Recent advances in atomically precise metal nanoclusters for photothermal conversion

Abstract

Metal nanoclusters (MNCs) are an emerging class of atomically precise nanomaterials with sizes comparable to the Fermi wavelength of free electrons, exhibiting discrete energy levels, molecular-like behaviors, and tunable physicochemical properties. Among these properties, photothermal conversion—the process of transforming absorbed light into thermal energy—has garnered considerable interest due to its vital importance in applications such as solar energy harvesting, photothermal therapy, and catalysis. This review begins by summarizing recent progress in synthetic strategies for MNCs, including kinetic control, seeded growth, in situ two-phase ligand exchange, and metal exchange, which help overcome challenges such as polydispersity, low yield, restricted surface functionality, and lengthy synthesis times. Subsequently, a comprehensive analysis is provided on the photothermal conversion behaviors of various MNC systems (e.g., coinage metal nanoclusters, Ti NCs, and Mo NCs) reported in the past five years, with in-depth discussion of their structural characteristics, absorption properties, photothermal conversion efficiencies, and underlying conversion mechanisms.
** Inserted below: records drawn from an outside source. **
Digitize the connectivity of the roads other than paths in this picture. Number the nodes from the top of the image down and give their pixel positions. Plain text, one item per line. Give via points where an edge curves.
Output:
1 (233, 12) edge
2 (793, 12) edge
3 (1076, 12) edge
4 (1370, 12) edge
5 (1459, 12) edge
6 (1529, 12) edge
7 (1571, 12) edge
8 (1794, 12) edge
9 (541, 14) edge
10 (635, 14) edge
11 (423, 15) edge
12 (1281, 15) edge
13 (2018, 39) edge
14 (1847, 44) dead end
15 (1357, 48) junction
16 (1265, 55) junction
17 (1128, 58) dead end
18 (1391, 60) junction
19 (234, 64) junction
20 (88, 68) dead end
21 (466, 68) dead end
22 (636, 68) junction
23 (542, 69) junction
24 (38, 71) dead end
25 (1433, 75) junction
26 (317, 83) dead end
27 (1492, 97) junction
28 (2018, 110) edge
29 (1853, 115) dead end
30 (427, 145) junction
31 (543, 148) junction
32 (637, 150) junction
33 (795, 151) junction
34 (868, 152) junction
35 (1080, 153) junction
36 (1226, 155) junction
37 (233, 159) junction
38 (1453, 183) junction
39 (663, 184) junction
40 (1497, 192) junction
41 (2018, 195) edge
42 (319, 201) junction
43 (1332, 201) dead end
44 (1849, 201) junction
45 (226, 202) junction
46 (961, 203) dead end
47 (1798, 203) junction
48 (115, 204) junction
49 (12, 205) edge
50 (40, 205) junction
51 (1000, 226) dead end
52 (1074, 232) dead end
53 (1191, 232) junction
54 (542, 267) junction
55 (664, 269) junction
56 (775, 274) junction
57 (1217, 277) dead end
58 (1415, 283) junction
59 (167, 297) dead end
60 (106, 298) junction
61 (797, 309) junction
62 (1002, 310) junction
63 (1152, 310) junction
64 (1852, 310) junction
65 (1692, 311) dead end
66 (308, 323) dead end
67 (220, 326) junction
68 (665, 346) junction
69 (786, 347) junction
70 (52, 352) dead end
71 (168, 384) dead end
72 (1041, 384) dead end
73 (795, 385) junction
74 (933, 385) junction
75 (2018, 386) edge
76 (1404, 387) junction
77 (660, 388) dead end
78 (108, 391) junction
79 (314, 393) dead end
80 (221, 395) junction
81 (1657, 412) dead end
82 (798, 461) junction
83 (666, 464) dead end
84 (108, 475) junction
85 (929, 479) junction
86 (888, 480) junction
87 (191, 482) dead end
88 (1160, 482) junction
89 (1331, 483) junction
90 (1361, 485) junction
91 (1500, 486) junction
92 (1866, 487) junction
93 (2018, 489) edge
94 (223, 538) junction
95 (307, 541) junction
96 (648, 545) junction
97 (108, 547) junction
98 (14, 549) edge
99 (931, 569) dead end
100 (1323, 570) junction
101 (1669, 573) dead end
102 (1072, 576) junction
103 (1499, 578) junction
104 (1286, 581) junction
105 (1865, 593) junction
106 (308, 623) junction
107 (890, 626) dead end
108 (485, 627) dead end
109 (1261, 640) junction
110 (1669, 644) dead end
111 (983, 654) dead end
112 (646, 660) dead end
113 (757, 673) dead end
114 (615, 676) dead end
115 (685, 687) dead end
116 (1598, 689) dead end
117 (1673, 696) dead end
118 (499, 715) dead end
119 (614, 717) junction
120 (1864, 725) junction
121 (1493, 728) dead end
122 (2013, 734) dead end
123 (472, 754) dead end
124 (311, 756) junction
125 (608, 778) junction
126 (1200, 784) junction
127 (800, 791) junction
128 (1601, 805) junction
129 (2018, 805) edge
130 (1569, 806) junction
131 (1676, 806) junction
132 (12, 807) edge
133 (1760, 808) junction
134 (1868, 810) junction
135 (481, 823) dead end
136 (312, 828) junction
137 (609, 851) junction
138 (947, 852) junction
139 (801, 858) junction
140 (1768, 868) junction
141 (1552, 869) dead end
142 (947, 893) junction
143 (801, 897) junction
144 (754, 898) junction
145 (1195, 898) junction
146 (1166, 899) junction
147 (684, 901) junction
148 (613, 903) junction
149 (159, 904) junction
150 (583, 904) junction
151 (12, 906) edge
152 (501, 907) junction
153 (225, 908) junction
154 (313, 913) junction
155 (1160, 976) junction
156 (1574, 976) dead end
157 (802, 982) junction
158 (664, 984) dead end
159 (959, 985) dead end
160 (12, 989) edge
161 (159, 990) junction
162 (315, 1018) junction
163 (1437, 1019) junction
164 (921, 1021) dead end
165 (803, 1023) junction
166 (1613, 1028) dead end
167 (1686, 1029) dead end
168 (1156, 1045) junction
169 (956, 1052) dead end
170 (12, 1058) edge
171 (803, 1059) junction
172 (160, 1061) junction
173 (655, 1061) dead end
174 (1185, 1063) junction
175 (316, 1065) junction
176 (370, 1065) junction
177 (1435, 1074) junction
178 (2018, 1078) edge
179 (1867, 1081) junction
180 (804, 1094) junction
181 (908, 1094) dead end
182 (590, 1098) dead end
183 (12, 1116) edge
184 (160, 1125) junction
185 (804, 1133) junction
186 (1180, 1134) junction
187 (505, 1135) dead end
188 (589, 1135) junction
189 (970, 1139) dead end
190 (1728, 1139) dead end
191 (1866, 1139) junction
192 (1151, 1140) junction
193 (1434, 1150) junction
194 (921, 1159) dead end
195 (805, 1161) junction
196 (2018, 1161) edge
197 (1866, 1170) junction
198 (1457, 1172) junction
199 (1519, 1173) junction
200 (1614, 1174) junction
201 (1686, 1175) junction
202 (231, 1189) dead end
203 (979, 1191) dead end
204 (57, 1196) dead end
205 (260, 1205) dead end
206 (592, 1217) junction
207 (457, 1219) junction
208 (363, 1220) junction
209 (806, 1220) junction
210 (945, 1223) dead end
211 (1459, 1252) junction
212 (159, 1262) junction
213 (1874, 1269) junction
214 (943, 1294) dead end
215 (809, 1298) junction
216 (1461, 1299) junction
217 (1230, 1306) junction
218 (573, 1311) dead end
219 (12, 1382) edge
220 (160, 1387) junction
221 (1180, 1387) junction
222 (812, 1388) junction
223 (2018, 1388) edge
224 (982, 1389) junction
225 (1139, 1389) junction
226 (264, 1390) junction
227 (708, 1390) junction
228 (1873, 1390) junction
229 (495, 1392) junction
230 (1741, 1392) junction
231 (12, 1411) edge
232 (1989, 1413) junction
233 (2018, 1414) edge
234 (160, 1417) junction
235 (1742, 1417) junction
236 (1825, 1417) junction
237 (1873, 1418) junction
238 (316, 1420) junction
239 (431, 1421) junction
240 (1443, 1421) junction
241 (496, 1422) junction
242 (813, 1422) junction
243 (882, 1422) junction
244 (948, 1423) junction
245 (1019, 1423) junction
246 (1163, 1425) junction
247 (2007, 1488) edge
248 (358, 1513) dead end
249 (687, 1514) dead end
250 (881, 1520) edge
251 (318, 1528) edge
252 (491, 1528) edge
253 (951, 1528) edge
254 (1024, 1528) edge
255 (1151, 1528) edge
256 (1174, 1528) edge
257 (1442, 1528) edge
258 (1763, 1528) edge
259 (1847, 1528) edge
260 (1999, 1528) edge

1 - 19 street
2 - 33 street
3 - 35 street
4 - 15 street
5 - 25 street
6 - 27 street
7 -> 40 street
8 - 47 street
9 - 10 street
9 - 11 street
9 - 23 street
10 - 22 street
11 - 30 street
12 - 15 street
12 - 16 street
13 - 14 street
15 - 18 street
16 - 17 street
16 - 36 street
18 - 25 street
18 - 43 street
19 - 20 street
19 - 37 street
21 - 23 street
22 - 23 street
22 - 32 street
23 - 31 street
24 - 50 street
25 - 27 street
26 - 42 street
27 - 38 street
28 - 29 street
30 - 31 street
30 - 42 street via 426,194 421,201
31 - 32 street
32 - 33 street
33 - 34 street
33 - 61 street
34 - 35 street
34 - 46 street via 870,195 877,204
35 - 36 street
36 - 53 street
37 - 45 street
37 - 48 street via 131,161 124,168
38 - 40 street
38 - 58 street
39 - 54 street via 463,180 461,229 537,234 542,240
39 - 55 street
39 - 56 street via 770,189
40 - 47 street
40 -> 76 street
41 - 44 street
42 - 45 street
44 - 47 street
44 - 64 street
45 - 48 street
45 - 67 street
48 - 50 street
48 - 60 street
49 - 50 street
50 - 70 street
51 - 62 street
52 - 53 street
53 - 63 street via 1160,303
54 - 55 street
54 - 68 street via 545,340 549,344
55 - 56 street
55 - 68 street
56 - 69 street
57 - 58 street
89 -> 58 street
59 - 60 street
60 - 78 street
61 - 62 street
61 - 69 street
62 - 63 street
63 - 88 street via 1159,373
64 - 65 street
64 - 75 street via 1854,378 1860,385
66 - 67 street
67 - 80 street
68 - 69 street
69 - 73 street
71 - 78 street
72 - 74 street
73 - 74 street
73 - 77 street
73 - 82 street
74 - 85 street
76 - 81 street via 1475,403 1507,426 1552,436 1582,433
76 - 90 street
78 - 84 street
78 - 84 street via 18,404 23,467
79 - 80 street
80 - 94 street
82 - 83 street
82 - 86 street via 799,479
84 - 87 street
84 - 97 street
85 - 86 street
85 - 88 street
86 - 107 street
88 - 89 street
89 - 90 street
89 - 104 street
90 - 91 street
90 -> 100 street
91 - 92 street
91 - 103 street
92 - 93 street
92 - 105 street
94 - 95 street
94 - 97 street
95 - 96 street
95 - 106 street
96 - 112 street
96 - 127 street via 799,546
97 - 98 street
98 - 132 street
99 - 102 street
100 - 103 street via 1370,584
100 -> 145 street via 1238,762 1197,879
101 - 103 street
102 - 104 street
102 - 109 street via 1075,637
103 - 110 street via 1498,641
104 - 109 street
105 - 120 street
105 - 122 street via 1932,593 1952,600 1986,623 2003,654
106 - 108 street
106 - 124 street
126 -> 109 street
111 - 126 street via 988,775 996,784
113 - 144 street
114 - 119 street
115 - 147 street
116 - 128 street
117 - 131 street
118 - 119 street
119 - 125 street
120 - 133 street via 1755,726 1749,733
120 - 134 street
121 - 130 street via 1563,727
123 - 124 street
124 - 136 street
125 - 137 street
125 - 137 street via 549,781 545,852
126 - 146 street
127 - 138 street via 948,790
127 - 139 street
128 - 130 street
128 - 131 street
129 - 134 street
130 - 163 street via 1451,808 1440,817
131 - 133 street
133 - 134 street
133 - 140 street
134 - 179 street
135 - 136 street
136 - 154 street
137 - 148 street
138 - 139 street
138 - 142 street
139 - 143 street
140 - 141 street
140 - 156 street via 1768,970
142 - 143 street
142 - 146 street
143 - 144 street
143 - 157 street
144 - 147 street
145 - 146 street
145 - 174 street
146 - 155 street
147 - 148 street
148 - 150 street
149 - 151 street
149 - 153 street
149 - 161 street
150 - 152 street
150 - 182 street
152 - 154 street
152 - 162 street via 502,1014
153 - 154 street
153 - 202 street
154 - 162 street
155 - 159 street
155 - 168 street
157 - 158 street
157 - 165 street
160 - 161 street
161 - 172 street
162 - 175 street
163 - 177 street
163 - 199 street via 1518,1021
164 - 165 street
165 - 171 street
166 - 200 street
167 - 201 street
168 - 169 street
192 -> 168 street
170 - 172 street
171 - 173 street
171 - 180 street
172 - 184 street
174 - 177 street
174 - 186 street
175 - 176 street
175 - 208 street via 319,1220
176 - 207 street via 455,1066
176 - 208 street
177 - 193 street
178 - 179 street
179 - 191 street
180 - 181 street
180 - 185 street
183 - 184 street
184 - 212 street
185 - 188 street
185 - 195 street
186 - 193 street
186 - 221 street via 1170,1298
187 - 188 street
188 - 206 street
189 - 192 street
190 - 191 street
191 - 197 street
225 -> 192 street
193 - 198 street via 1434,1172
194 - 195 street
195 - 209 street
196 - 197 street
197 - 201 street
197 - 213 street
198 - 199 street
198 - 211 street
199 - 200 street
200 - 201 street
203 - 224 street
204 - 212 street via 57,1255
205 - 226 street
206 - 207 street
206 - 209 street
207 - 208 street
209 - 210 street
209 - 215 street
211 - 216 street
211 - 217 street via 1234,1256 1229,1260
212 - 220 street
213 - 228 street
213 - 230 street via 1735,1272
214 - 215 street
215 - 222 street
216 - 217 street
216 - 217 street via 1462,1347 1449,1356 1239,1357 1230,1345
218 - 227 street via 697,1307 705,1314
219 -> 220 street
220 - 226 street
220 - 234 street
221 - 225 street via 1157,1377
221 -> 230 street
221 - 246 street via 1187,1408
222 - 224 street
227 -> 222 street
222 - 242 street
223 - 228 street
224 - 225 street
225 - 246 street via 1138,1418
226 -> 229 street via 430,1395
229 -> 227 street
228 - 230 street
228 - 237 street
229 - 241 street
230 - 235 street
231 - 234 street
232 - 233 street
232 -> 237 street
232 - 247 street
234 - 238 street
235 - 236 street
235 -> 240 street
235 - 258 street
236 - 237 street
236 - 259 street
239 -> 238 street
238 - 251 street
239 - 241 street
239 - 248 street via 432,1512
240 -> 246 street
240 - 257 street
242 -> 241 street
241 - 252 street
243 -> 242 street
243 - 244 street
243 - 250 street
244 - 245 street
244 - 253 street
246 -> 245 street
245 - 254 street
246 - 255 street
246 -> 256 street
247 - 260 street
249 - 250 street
Finally, the review addresses current challenges and prospects for advancing MNC-based photothermal technologies via atomic-level engineering and interdisciplinary approaches. Through this in-depth and systematic review, we endeavor to provide scholars dedicated to metal nanocluster research—as well as experts engaged in photothermal conversion and its diverse applications—with valuable scientific insights. We are confident that this contribution will not only catalyze innovative breakthroughs but also unlock exciting new frontiers within this vibrant and rapidly evolving field of study.